→ **What is required**: Quote the whole listing verbatim.

→ **Supplied data**:
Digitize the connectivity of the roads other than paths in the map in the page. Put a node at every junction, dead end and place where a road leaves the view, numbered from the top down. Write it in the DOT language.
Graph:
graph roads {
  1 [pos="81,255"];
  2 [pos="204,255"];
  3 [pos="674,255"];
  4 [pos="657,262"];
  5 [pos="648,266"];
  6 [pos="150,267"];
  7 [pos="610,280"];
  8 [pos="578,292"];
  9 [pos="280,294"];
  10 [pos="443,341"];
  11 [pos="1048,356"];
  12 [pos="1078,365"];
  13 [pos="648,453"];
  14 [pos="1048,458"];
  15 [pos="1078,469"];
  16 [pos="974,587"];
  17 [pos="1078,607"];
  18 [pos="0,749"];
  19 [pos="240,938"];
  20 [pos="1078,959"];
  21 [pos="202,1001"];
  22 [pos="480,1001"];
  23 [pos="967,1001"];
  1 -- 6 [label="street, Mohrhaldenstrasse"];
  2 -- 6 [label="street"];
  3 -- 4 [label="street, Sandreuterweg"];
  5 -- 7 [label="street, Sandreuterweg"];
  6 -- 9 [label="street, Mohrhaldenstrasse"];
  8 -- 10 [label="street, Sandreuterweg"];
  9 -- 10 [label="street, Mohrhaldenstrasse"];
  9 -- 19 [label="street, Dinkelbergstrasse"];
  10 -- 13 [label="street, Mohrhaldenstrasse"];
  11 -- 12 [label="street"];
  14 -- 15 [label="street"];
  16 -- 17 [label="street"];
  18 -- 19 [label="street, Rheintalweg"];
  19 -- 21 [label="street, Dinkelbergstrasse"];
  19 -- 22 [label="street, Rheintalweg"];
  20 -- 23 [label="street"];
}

→ **Completed task**:
Digitize the connectivity of the roads other than paths in the map in the page. Put a node at every junction, dead end and place where a road leaves the view, numbered from the top down. Write it in the DOT language.
Graph:
graph roads {
  1 [pos="81,255"];
  2 [pos="204,255"];
  3 [pos="674,255"];
  4 [pos="657,262"];
  5 [pos="648,266"];
  6 [pos="150,267"];
  7 [pos="610,280"];
  8 [pos="578,292"];
  9 [pos="280,294"];
  10 [pos="443,341"];
  11 [pos="1048,356"];
  12 [pos="1078,365"];
  13 [pos="648,453"];
  14 [pos="1048,458"];
  15 [pos="1078,469"];
  16 [pos="974,587"];
  17 [pos="1078,607"];
  18 [pos="0,749"];
  19 [pos="240,938"];
  20 [pos="1078,959"];
  21 [pos="202,1001"];
  22 [pos="480,1001"];
  23 [pos="967,1001"];
  1 -- 6 [label="street, Mohrhaldenstrasse"];
  2 -- 6 [label="street"];
  3 -- 4 [label="street, Sandreuterweg"];
  5 -- 7 [label="street, Sandreuterweg"];
  6 -- 9 [label="street, Mohrhaldenstrasse"];
  8 -- 10 [label="street, Sandreuterweg"];
  9 -- 10 [label="street, Mohrhaldenstrasse"];
  9 -- 19 [label="street, Dinkelbergstrasse"];
  10 -- 13 [label="street, Mohrhaldenstrasse"];
  11 -- 12 [label="street"];
  14 -- 15 [label="street"];
  16 -- 17 [label="street"];
  18 -- 19 [label="street, Rheintalweg"];
  19 -- 21 [label="street, Dinkelbergstrasse"];
  19 -- 22 [label="street, Rheintalweg"];
  20 -- 23 [label="street"];
}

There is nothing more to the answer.